Mais le metteur en scène d'Un monde sans pitié n'est pas le seul à critiquer l'utilisation trop fréquente de cette technique, en particulier pour les films d'action. Florent Emilio Siri explique dans une interview commune avec John McTiernan à Impact que "ça s'utilise pour des raisons biens spécifiques, pour faire passer des émotions, mais pas sur tout un film." Et il m'appris que souvent ces images "tournées camera à l'épaule" sont en fait "secouées" par ordinateur ! Même des gens doués pour filmer comme Olivier Assayas ont tendance à trop y faire appel. C'est ainsi le cas dans Carlos, même si le film est une réussite.

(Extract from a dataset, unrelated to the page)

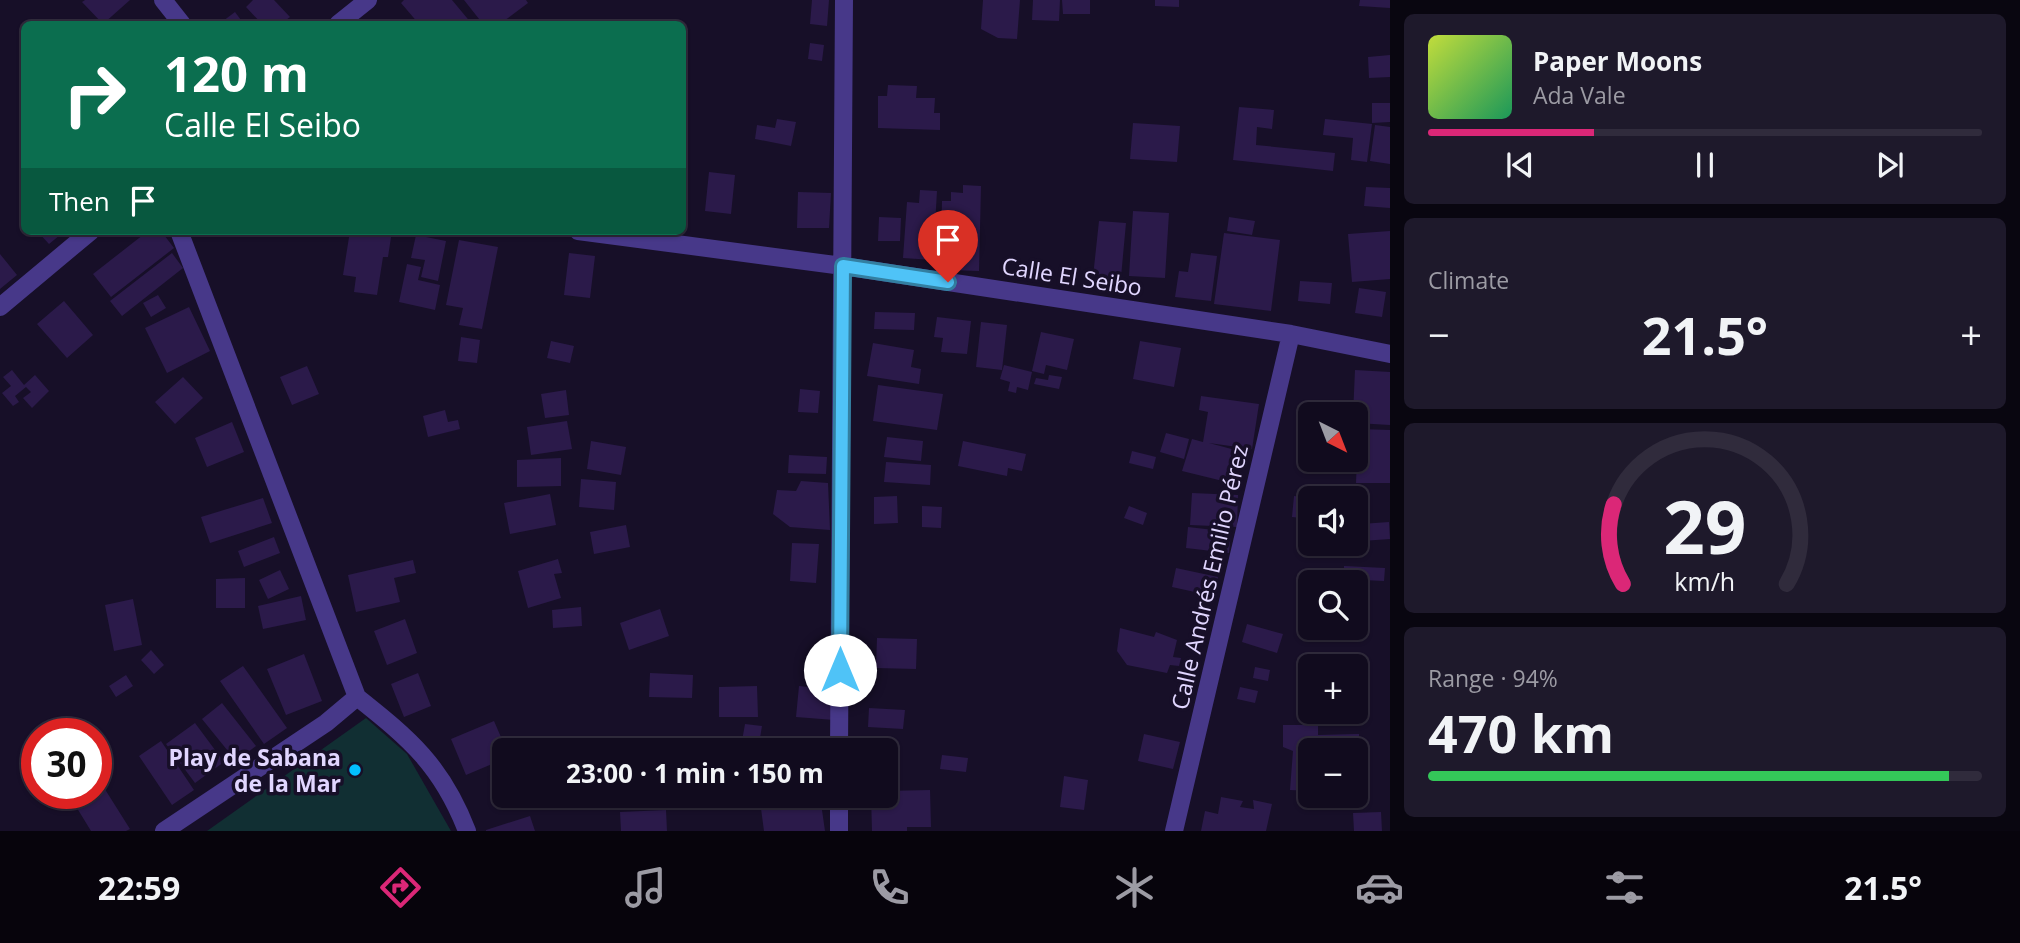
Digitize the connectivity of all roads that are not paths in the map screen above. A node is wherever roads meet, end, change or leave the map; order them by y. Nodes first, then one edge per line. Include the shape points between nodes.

Je suis d'autant plus sensible à cette problématique que pour des raisons physiologiques, une camera trop mobile me donne le mal de mer. Sortir d'une salle de cinéma, comme pour Le nouveau monde de Terrence Malick n'a rien d'agréable.
Un de mes autres chevaux de bataille est le trop grand découpage des scènes d'action dans les films actuels. Si cette technique est sensée donner une énergie à la scène, elle a pour moi l'extrême désavantage de rendre la scène illisible. J'ai d'ailleurs parfois envie de fermer les yeux ! Je vais même jusqu'à dire qu'un film comme La mort dans la peau (The Bourne Supremacy) n'est pas regardable. Rares sont les réalisateurs comme Tsui Hark à pouvoir le faire en permettant à l'action d'être lisible.